[Saved entries]

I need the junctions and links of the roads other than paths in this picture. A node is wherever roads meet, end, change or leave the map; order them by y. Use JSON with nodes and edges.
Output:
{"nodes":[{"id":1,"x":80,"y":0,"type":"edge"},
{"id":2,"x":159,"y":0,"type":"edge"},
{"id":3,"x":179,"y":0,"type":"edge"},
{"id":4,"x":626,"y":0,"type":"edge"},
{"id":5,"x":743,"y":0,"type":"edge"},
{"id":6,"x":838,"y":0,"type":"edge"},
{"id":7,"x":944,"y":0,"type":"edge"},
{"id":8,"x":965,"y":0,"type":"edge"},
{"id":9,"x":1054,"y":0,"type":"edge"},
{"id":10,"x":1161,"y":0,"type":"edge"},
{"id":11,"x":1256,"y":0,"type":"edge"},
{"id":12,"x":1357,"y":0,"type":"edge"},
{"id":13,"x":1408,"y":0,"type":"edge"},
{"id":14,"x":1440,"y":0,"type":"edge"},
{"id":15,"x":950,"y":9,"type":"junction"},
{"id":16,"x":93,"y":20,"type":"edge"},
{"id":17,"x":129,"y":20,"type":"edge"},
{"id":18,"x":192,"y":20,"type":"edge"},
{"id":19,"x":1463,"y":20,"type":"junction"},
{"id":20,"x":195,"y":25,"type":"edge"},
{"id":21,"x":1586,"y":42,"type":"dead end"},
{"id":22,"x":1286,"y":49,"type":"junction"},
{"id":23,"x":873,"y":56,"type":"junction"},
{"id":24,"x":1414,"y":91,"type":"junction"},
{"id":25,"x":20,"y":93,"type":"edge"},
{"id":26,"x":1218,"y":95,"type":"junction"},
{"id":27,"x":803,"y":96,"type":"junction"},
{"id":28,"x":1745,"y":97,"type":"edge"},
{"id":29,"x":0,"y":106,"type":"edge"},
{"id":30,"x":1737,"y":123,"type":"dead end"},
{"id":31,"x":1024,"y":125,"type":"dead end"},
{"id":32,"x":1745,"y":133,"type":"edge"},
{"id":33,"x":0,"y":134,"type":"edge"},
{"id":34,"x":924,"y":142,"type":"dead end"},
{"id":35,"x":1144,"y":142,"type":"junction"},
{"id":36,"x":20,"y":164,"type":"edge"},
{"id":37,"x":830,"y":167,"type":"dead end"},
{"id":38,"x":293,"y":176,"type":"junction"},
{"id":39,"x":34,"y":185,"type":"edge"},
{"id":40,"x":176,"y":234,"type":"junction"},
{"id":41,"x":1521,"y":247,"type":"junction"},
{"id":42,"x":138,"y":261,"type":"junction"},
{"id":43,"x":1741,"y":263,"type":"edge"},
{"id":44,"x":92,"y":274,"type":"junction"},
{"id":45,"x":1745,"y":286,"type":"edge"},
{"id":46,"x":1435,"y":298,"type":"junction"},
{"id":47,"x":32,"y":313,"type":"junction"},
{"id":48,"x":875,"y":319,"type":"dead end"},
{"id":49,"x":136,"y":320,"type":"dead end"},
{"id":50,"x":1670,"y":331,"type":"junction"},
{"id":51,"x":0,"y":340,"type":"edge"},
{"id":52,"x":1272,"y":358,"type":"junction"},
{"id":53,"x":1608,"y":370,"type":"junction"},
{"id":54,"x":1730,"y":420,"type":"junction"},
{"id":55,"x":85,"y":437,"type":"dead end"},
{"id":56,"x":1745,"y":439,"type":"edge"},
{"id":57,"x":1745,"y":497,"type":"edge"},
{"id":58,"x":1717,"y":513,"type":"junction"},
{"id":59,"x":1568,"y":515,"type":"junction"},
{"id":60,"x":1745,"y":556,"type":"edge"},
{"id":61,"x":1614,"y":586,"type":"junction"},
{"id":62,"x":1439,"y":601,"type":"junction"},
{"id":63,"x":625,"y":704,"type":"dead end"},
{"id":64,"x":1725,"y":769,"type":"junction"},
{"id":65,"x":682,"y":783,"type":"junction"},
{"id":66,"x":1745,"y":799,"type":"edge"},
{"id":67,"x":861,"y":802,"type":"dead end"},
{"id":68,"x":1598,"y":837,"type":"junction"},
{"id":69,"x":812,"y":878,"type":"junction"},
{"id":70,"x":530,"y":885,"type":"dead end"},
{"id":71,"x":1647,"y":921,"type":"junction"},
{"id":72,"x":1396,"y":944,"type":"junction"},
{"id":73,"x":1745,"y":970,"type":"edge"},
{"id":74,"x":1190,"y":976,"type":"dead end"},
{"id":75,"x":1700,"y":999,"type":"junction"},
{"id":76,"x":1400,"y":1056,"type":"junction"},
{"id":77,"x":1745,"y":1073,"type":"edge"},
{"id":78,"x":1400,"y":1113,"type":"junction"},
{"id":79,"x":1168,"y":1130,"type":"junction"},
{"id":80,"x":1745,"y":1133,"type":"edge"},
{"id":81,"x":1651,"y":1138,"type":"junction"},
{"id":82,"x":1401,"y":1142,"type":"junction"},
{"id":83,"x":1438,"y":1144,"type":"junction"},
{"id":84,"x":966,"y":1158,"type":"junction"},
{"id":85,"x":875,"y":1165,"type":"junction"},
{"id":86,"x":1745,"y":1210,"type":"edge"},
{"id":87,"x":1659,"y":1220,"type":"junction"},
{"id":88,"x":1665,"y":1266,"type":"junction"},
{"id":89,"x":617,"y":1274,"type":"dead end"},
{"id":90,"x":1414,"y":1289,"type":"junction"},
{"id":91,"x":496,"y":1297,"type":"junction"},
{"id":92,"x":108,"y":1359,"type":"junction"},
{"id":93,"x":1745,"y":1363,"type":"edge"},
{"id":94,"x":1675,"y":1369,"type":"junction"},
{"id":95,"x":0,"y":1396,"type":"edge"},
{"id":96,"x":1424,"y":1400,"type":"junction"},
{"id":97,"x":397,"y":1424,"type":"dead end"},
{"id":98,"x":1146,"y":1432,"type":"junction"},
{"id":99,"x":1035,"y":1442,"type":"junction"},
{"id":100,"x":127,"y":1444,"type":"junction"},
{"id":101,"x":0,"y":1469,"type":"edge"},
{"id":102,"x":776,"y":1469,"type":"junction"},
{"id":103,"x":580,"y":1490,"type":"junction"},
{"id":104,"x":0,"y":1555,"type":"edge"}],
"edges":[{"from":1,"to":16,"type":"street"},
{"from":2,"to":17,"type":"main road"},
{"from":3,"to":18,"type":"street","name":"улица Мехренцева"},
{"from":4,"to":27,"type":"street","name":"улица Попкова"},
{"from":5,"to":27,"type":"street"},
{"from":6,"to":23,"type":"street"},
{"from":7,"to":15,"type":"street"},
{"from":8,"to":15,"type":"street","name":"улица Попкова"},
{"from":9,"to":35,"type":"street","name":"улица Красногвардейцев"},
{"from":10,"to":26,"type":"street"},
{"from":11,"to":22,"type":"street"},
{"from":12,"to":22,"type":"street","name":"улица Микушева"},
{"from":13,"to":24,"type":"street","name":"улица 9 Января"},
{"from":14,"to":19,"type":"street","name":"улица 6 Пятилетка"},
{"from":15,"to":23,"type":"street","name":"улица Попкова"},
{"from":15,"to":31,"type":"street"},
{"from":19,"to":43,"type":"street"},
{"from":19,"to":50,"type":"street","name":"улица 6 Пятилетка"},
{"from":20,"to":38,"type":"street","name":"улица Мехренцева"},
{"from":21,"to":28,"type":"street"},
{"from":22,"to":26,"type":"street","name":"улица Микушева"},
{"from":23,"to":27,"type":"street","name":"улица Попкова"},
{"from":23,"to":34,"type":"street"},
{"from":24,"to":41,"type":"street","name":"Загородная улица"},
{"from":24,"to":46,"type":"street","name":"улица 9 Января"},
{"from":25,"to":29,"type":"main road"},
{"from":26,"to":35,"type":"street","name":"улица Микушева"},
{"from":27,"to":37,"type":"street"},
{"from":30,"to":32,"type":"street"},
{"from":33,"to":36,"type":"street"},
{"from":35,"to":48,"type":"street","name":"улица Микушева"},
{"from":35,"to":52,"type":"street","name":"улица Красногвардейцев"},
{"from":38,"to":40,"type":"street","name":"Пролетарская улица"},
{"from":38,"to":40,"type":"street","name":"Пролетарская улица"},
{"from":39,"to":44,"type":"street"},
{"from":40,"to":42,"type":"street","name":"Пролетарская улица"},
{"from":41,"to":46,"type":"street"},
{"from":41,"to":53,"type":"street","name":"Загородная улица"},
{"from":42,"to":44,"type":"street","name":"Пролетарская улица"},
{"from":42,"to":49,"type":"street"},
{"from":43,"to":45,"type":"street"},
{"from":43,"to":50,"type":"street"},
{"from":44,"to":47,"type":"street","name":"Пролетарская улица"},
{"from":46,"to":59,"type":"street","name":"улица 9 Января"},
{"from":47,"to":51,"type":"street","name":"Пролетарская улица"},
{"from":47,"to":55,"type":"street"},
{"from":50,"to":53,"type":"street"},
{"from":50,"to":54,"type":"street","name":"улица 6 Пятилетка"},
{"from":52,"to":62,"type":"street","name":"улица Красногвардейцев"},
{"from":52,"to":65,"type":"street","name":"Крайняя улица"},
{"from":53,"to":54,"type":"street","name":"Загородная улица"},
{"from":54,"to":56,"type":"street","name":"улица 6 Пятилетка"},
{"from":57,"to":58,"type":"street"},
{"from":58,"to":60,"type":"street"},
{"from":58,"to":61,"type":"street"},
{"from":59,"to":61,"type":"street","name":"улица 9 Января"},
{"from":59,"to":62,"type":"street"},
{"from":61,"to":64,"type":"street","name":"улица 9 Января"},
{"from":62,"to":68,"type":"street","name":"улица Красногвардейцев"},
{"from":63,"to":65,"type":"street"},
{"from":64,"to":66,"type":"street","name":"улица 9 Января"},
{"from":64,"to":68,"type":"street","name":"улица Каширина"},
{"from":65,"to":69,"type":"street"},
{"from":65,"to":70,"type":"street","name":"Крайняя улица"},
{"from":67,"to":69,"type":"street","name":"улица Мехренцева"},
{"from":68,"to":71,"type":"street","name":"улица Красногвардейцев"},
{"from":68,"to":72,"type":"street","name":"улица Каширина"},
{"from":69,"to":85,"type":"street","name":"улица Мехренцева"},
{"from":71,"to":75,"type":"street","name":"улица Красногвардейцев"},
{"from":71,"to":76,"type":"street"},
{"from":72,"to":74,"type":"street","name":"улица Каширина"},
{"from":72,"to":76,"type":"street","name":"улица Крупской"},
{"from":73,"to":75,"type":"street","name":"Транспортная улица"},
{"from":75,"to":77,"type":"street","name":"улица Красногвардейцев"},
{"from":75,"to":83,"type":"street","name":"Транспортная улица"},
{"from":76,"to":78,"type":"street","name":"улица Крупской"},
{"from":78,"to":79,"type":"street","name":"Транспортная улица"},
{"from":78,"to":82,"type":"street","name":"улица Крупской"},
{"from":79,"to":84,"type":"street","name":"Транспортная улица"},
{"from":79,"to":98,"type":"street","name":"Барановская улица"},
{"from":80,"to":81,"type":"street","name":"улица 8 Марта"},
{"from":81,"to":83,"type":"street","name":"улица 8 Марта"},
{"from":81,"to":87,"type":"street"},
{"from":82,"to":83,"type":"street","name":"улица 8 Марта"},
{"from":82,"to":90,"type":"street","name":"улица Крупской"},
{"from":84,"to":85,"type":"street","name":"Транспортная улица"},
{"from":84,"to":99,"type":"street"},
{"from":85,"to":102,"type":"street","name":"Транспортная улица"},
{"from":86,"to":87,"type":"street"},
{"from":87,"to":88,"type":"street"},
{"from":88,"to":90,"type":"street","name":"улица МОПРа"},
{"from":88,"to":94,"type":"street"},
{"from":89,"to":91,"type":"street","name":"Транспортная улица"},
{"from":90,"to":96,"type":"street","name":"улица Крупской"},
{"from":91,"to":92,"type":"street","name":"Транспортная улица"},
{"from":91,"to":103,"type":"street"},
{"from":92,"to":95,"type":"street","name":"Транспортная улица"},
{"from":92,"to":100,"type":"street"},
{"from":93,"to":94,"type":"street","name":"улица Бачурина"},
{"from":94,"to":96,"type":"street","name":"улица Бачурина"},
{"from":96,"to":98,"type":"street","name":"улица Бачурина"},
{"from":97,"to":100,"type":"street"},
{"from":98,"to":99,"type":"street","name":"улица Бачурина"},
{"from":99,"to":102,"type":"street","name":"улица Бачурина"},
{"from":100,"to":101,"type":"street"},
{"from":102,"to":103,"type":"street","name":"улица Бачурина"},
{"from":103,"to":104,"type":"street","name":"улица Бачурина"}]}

> [TASK GOAL]
Among the records above, find the lines that contain "Крупской" and copy every one.

> [OUTPUT FOR THIS TASK]
{"from":72,"to":76,"type":"street","name":"улица Крупской"},
{"from":76,"to":78,"type":"street","name":"улица Крупской"},
{"from":78,"to":82,"type":"street","name":"улица Крупской"},
{"from":82,"to":90,"type":"street","name":"улица Крупской"},
{"from":90,"to":96,"type":"street","name":"улица Крупской"},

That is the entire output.